Oral l-glutamine therapy can be beneficial in patients with sickle cell anemia by increasing the activity of NAD synthesis, thus countering the oxidant-dependent pathophysiology of sickled RBCs.49 In a four-week study of seven patients with sickle cell anemia who were 19 to 60 years of age, Niihara and colleagues found that given 30 g of oral l-glutamine for four weeks brought about a significant increase in NADH (the reduced form of NAD) and NAD redox potential (the ratio of NADH to NAD+ plus NADH).

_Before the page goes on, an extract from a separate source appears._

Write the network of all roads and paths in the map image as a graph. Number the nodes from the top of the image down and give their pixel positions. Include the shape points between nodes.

These participants also experienced an overall improvement in energy, accompanied by an increased activity level and various degrees of decreases in chronic pain. Of the seven patients who participated in the study, six reported a decrease in daily narcotic usage. Overall, the oral administration of l-glutamine has shown a consistent and significant increase in red blood cell NADH and was well tolerated by the patients with no adverse effects.50
Magnesium
De Franceschi et al. suggested that a possible therapeutic strategy for SCD was based on reducing the cellular concentration of sickle cell hemoglobin (HbS) by preventing erythrocyte dehydration.51 The major determinant of sickle cell dehydration is the potassium chloride transporter, which is inhibited by increasing the erythrocyte magnesium content. Oral administration of magnesium showed considerable increases in sickle erythrocyte magnesium and potassium content and reductions in the number of dense sickle erythrocytes. In addition, the erythrocyte potassium chloride co-transport was reduced significantly, and the absolute reticulocyte count and the number of immature reticulocytes were greatly reduced.

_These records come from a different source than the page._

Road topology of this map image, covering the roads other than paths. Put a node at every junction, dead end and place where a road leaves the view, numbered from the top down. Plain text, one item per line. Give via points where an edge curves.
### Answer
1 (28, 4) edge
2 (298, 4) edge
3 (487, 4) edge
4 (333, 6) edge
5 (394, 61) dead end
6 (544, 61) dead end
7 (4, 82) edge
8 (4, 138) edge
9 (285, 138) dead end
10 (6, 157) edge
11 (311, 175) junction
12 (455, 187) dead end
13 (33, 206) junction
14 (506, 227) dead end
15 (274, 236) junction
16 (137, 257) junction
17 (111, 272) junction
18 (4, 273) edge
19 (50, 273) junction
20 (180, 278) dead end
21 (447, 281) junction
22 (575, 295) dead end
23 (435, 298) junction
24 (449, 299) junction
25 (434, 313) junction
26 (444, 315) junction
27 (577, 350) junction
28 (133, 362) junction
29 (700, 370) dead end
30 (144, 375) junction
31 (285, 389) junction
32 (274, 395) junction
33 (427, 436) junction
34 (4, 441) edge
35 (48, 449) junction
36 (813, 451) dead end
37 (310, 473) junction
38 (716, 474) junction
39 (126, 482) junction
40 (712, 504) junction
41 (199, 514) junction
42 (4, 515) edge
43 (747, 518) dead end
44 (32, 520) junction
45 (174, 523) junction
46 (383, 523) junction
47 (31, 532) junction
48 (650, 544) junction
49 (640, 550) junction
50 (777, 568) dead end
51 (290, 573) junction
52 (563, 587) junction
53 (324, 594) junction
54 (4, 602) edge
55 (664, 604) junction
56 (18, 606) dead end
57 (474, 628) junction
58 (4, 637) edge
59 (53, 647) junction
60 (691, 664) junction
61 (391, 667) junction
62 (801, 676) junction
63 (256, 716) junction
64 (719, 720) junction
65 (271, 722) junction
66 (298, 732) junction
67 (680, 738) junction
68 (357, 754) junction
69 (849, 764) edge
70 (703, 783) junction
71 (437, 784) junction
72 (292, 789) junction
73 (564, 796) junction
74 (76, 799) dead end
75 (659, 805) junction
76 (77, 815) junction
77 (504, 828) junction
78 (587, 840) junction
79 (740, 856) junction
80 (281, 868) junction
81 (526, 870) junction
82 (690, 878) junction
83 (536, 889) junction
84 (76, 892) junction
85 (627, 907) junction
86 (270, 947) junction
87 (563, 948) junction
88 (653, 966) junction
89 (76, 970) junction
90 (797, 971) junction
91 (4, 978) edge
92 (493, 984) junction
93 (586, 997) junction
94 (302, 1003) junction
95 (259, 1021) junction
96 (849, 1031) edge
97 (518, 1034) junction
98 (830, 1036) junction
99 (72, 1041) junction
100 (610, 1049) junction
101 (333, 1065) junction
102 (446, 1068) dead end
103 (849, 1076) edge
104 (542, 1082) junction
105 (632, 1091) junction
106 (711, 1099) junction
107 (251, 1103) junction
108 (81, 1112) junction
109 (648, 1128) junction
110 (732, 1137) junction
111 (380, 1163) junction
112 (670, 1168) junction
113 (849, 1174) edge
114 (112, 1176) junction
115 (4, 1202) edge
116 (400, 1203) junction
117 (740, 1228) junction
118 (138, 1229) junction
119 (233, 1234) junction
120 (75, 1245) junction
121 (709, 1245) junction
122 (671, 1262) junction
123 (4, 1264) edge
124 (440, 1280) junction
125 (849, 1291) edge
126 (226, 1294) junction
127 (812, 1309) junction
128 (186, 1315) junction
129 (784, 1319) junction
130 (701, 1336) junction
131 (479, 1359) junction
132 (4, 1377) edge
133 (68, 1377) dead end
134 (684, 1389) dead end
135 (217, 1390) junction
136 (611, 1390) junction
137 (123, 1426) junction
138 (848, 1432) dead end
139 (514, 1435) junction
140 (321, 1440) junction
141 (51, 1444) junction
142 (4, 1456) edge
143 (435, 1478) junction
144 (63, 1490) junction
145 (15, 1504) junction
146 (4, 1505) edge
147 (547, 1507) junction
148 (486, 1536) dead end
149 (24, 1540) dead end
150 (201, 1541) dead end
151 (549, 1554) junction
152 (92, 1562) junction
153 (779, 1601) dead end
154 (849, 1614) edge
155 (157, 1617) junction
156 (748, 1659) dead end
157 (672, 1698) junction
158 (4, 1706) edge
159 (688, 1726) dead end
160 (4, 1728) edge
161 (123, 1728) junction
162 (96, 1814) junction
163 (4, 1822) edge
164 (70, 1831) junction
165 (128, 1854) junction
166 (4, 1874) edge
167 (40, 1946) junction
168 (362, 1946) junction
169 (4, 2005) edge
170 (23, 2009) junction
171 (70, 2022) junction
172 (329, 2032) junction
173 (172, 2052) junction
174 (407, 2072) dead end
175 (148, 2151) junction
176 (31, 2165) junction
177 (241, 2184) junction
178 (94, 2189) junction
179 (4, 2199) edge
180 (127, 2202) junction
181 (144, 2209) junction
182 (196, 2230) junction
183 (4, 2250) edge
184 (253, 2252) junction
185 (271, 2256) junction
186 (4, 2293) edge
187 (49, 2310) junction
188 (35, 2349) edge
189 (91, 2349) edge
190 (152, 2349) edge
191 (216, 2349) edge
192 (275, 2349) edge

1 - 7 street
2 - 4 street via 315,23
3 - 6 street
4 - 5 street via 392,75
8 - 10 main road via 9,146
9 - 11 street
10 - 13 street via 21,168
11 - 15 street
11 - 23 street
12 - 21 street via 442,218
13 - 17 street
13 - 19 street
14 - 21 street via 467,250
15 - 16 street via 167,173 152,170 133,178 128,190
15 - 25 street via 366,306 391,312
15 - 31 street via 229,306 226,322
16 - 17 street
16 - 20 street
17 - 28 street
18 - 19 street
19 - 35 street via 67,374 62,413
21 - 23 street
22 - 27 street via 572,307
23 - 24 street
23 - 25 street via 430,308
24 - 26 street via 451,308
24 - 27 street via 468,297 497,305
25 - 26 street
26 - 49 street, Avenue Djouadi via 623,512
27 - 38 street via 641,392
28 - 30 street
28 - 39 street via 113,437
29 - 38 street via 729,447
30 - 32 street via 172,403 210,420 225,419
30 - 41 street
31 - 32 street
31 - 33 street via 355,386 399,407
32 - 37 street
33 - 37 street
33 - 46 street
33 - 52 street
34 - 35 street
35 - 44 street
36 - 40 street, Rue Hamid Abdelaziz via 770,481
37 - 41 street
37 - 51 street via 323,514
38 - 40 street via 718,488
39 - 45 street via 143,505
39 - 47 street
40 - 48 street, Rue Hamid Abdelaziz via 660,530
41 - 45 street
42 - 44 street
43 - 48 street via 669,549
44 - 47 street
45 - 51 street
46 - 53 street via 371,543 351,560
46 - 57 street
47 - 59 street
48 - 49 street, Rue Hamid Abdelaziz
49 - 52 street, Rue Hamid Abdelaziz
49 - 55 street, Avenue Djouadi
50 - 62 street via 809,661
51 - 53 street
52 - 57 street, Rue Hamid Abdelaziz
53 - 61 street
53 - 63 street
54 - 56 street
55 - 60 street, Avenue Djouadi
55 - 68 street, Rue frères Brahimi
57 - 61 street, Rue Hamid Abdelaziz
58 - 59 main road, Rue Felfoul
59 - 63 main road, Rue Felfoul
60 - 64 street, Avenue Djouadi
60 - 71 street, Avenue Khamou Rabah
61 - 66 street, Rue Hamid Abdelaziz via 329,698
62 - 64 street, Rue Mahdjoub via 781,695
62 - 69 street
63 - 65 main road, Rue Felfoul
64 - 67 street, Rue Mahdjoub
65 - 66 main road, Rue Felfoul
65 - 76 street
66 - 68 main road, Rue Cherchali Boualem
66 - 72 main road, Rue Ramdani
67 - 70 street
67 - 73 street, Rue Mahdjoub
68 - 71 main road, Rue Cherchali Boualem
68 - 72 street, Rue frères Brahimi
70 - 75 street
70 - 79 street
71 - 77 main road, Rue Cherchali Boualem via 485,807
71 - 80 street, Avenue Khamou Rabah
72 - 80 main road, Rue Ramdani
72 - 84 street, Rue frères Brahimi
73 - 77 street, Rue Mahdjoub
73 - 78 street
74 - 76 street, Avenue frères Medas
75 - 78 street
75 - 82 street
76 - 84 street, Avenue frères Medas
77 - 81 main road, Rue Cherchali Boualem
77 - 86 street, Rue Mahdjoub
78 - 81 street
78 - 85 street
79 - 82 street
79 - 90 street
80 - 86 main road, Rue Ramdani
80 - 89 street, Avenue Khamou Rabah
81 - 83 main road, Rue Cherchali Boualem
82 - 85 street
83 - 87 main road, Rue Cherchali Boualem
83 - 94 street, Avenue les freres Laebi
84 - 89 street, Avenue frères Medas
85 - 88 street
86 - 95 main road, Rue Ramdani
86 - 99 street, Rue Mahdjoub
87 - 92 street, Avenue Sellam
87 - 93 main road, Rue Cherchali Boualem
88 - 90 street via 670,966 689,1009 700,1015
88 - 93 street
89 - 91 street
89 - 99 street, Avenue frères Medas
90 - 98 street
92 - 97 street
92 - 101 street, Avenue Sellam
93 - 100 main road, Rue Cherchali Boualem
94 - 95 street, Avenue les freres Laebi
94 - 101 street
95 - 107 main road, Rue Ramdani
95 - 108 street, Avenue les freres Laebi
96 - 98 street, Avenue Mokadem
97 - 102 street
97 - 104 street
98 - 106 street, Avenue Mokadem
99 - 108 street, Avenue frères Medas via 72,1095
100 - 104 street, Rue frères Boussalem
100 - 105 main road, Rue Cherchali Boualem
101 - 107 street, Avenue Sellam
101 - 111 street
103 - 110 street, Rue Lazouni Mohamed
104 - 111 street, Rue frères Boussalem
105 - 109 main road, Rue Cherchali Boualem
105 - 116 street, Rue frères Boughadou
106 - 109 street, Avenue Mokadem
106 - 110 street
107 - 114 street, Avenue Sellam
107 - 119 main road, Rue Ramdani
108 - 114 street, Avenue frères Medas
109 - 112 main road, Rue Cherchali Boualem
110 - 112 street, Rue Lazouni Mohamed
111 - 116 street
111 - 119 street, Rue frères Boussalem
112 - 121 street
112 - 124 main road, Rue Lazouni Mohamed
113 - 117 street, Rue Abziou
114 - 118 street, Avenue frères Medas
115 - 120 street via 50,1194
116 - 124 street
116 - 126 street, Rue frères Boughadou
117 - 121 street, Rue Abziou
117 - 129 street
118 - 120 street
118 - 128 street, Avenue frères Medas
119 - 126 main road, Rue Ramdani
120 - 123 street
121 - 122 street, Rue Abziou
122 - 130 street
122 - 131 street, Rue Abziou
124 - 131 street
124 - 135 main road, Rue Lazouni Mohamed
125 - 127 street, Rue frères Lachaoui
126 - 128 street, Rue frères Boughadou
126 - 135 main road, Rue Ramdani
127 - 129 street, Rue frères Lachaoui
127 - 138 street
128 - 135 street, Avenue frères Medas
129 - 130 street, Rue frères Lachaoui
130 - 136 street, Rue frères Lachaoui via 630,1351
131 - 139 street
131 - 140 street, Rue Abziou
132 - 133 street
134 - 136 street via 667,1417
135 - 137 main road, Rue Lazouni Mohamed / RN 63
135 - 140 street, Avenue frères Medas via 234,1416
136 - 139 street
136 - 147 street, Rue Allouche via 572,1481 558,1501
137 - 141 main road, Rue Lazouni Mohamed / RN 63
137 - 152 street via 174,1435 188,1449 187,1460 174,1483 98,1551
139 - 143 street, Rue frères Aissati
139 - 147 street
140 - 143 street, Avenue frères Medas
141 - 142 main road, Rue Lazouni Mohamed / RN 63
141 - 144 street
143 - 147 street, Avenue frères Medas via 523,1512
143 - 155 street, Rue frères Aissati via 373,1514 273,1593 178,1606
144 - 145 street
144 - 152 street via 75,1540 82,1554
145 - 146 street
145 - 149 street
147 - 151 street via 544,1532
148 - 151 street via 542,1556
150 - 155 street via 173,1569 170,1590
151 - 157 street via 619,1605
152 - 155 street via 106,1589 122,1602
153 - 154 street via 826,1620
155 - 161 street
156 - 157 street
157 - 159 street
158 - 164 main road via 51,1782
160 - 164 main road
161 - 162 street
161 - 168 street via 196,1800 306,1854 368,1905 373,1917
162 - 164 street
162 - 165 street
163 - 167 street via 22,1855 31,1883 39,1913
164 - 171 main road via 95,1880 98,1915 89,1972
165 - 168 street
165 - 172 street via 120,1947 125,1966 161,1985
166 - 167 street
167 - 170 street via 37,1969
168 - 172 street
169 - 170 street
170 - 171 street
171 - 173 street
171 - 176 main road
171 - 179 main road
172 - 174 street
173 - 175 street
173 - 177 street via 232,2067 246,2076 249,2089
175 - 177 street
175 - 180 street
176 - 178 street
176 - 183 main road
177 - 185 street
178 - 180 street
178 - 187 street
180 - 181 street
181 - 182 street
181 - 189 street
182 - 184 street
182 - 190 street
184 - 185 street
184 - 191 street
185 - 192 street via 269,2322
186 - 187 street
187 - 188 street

The authors concluded that oral magnesium reduced the number of dense erythrocytes and improved the erythrocyte membrane transport abnormalities of patients with SCD, thus reducing erythrocyte dehydration. Transient diarrhea was the only significant side effect and was noted in one of 10 patients in the study.
Conclusion
Although bone marrow transplantation can cure SCD, it is an impractical solution for most Third World countries, which have a high disease burden. Even in the U.S., bone marrow transplantation is limited by the availability of donors. Pharmacological therapies are effective at reducing complications of SCD and are safe and easily administered, and they continue to prolong the life expectancy of patients.
Footnotes
Conflict of Interest (COI) Statement
The authors have no relationships to disclose. The article contains a discussion of off-label use. The content of this article has been reviewed under Jefferson’s COI policy.